Every year, on August the 1st, the whole of Warsaw comes to a standstill at the W-Hour, 5pm, the start of the Warsaw Uprising in 1944. Pedestrians stop, streets turn into carparks.
Seventy-two years ago, for almost two months, the Polish underground, chiefly Armia Krajowa or Home Army, fought the hopeless fight against the overwhelmingly superior Nazi occupiers. At the end of it, somewhere around 200,000 civilians and 20,000 Home Army soldiers – men, women, boys and girls – were dead, and the remaining population expelled soon after. In a feat of revenge, Hitler ordered German troops to destroy what has not already been destroyed during the 1939 campaign as well as the Warsaw Ghetto and the Warsaw Uprisings. When the Russians finally marched into Warsaw four months later, in January 1945, they “liberated” a sea of ruins. Below is not a picture of Hiroshima after the atom bomb but Warsaw after the war, with 85 per cent of its building levelled.

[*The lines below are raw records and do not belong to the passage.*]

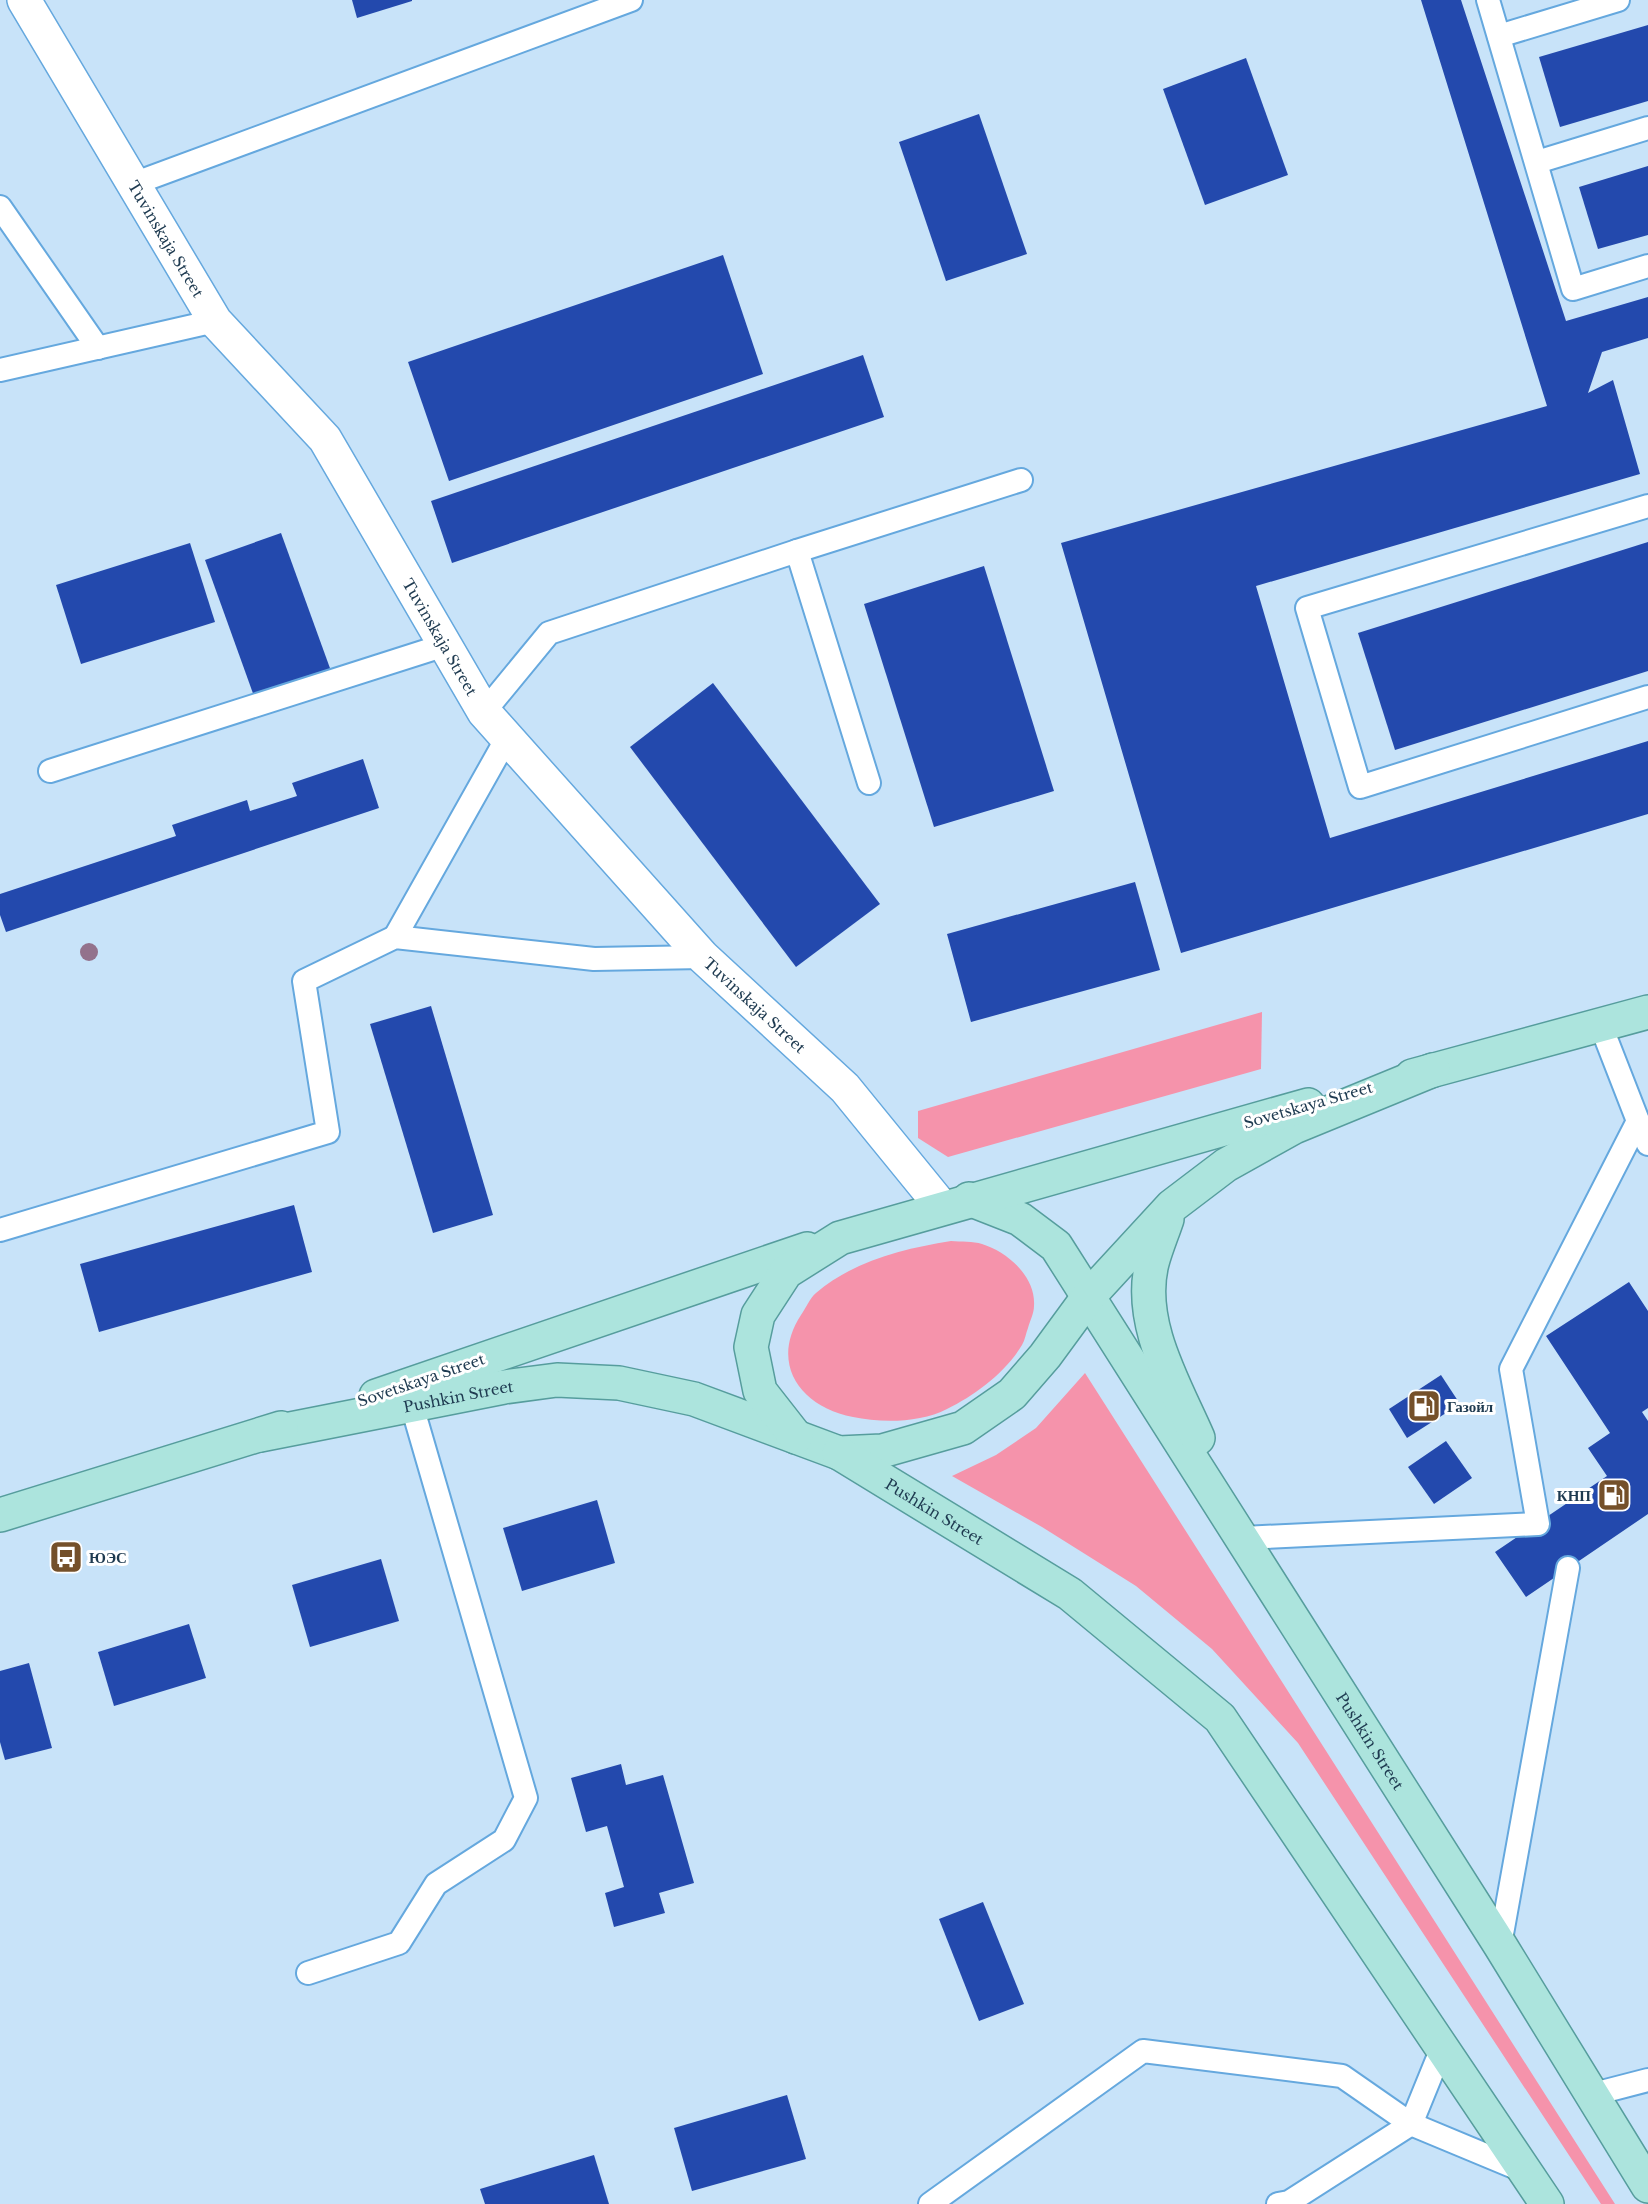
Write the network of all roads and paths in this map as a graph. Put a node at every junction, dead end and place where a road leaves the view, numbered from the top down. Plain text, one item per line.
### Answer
1 (24, 0) edge
2 (631, 0) edge
3 (1488, 0) edge
4 (1618, 0) edge
5 (1498, 36) junction
6 (1648, 128) edge
7 (1537, 162) junction
8 (133, 184) junction
9 (0, 207) edge
10 (1648, 266) edge
11 (215, 321) junction
12 (98, 348) junction
13 (0, 370) edge
14 (1021, 480) dead end
15 (1648, 506) edge
16 (797, 551) junction
17 (445, 645) junction
18 (1648, 698) edge
19 (484, 711) junction
20 (507, 738) junction
21 (50, 771) dead end
22 (869, 783) dead end
23 (395, 937) junction
24 (703, 957) junction
25 (1648, 1012) edge
26 (1601, 1026) junction
27 (1433, 1070) junction
28 (1638, 1121) junction
29 (1648, 1144) edge
30 (956, 1203) junction
31 (1172, 1206) junction
32 (0, 1230) edge
33 (840, 1238) junction
34 (1089, 1296) junction
35 (412, 1406) junction
36 (260, 1435) junction
37 (796, 1437) junction
38 (839, 1453) junction
39 (0, 1515) edge
40 (1243, 1538) junction
41 (1568, 1568) dead end
42 (1500, 1945) junction
43 (308, 1973) dead end
44 (1442, 2048) junction
45 (1648, 2080) edge
46 (1590, 2095) junction
47 (1411, 2124) junction
48 (1525, 2172) junction
49 (1648, 2186) edge
50 (930, 2204) edge
51 (1278, 2204) edge
52 (1547, 2204) edge

1 - 8 street, Tuvinskaja Street
2 - 8 lane
3 - 5 lane
4 - 5 lane
5 - 7 lane
6 - 7 lane
7 - 10 lane
8 - 11 street, Tuvinskaja Street
9 - 12 lane
11 - 12 lane
11 - 17 street, Tuvinskaja Street
12 - 13 lane
14 - 16 lane
15 - 18 lane
16 - 19 lane
16 - 22 lane
17 - 19 street, Tuvinskaja Street
17 - 21 lane
19 - 20 street, Tuvinskaja Street
20 - 23 lane
20 - 24 street, Tuvinskaja Street
23 - 24 lane
23 - 32 lane
24 - 30 street, Tuvinskaja Street
25 - 26 main road, Sovetskaya Street
26 - 27 main road, Sovetskaya Street
26 - 28 lane
27 - 30 main road, Sovetskaya Street
27 - 31 main road
28 - 29 lane
28 - 40 lane
30 - 33 main road, Sovetskaya Street
30 - 34 main road, Pushkin Street
31 - 34 main road
31 - 40 main road
33 - 36 main road, Sovetskaya Street
33 - 37 main road
34 - 38 main road
34 - 40 main road, Pushkin Street
35 - 36 main road, Pushkin Street
35 - 37 main road, Pushkin Street
35 - 43 lane
36 - 39 main road, Sovetskaya Street
37 - 38 main road, Pushkin Street
38 - 44 main road, Pushkin Street
40 - 42 main road, Pushkin Street
41 - 42 lane
42 - 46 main road, Pushkin Street
44 - 47 lane
44 - 48 main road, Pushkin Street
45 - 46 lane
46 - 49 main road, Pushkin Street
47 - 48 lane
47 - 50 lane
47 - 51 lane
48 - 52 main road, Pushkin Street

The Uprising only had a chance to succeed had the Red Army took advantage of the situation and came to its aid, or at least if Stalin had allowed Western Allies to use airfields under his control for airdrops to Home Army. Instead, a few planes – a drop in the ocean – had to make a round trip from the liberated Italy. It’s true that the Red Army was exhausted after their staggering advances over the previous few months, but it’s equally true that Stalin did not want the uprising to succeed and did everything in his power to make sure it didn’t. Better that Hitler destroys the independent and generally anti-communist Home Army. The Russians, as well as the Polish units attached to the Red Army stood and watched – literally – from the other bank of Vistula River.